**Exercise prompt**
Pictures must be kept out of the copy. Every entry is to be duplicated exactly.
....................
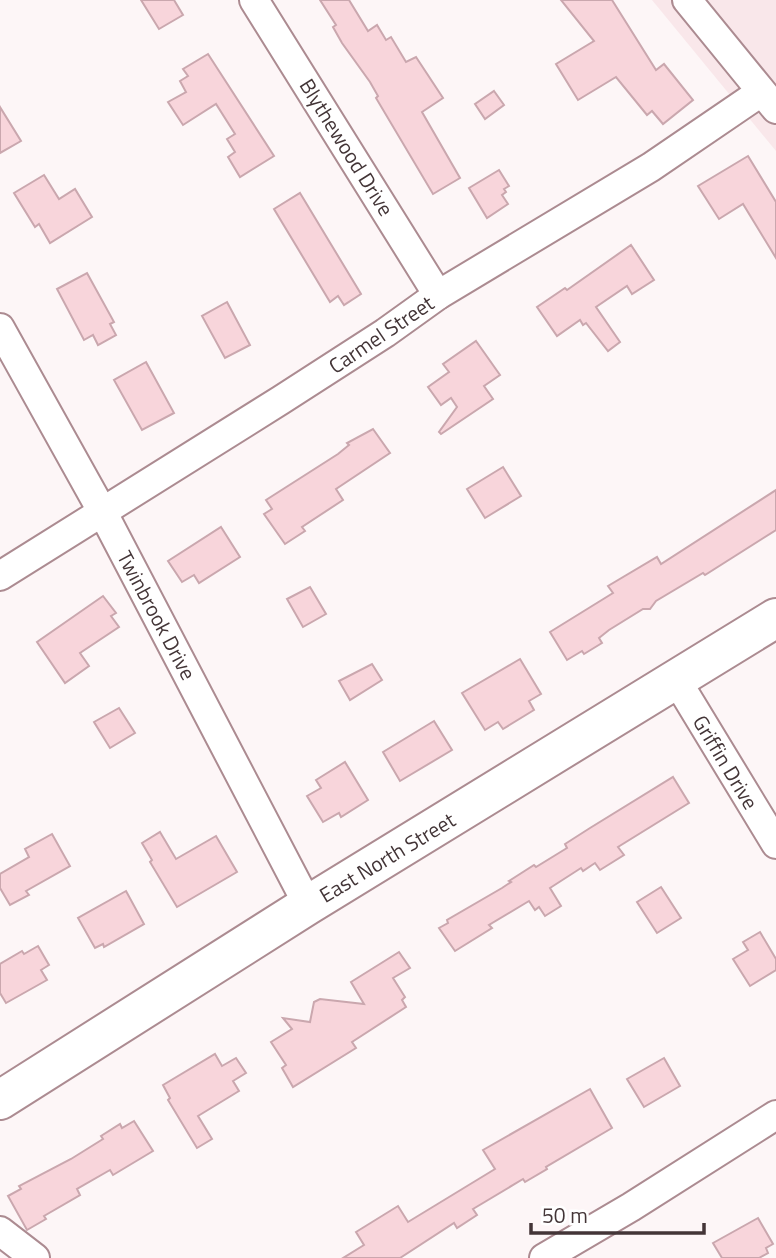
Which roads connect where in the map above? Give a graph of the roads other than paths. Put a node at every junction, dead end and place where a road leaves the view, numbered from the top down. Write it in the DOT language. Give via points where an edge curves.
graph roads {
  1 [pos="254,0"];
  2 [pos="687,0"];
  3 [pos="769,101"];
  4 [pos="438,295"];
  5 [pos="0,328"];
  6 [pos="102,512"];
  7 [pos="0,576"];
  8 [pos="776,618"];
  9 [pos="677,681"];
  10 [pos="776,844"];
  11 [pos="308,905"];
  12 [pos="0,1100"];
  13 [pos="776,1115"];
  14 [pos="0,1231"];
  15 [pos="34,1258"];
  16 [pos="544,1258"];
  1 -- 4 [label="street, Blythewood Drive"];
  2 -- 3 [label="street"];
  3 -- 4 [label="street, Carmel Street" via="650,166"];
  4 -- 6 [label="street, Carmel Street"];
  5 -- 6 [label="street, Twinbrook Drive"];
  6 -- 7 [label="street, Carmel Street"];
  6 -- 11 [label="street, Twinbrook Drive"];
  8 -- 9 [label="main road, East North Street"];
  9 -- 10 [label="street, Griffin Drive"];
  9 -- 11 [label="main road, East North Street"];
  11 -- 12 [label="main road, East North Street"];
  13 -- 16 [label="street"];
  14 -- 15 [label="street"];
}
....................
**Solution below**
Which roads connect where in the map above? Give a graph of the roads other than paths. Put a node at every junction, dead end and place where a road leaves the view, numbered from the top down. Write it in the DOT language. Give via points where an edge curves.
graph roads {
  1 [pos="254,0"];
  2 [pos="687,0"];
  3 [pos="769,101"];
  4 [pos="438,295"];
  5 [pos="0,328"];
  6 [pos="102,512"];
  7 [pos="0,576"];
  8 [pos="776,618"];
  9 [pos="677,681"];
  10 [pos="776,844"];
  11 [pos="308,905"];
  12 [pos="0,1100"];
  13 [pos="776,1115"];
  14 [pos="0,1231"];
  15 [pos="34,1258"];
  16 [pos="544,1258"];
  1 -- 4 [label="street, Blythewood Drive"];
  2 -- 3 [label="street"];
  3 -- 4 [label="street, Carmel Street" via="650,166"];
  4 -- 6 [label="street, Carmel Street"];
  5 -- 6 [label="street, Twinbrook Drive"];
  6 -- 7 [label="street, Carmel Street"];
  6 -- 11 [label="street, Twinbrook Drive"];
  8 -- 9 [label="main road, East North Street"];
  9 -- 10 [label="street, Griffin Drive"];
  9 -- 11 [label="main road, East North Street"];
  11 -- 12 [label="main road, East North Street"];
  13 -- 16 [label="street"];
  14 -- 15 [label="street"];
}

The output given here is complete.